Respecto a la cortesía no hay definición que pueda superar a la de Nitobe «La cortesía es una pobre virtud cuando solo está motivada por el miedo de ofender el buen gusto, ya que debe ser la manifestación externa de una consideración empática hacia los sentimientos de los demás y debe contener verdad, pues si no es una farsa, un simple espectáculo».

Una nueva sociedad en la que los actos heróicos no tenían cabida, menos dispuesta a un férreo sentido moral y más democrática, acabaron con siete siglos de historia samurai.

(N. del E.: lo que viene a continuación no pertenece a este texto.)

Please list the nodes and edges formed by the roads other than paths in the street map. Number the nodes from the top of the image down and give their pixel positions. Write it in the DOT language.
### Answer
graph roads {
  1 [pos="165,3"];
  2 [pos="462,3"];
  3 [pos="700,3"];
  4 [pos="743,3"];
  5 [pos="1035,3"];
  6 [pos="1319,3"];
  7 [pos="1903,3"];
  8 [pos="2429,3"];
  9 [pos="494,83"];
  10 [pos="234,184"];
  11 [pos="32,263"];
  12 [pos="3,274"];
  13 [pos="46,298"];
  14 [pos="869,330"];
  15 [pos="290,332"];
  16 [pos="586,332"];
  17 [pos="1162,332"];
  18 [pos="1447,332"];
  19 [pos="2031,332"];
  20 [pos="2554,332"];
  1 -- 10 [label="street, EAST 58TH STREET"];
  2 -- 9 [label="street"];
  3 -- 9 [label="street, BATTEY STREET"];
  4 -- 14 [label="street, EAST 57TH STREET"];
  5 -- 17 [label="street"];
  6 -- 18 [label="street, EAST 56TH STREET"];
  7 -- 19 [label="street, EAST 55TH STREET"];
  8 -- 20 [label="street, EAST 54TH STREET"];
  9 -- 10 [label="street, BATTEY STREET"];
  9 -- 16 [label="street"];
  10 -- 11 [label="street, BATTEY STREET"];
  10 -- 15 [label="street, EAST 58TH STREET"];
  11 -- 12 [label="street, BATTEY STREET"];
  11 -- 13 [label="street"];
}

Para amar a estos hombres menudos hay que adentrarse sin rechazo en su adiestramiento, abstenerse de juicios y situarse en ese punto de la historia, en ese lugar de Japón donde la vida propia o ajena se sacrificaba por honor o deshonor, con la ambigüedad que se recoge en estos términos, valorar que asumían la lealtad por encima de la responsabilidad ante sus hijos o que respetaban a las mujeres hasta el límite donde era permitido hacerlo.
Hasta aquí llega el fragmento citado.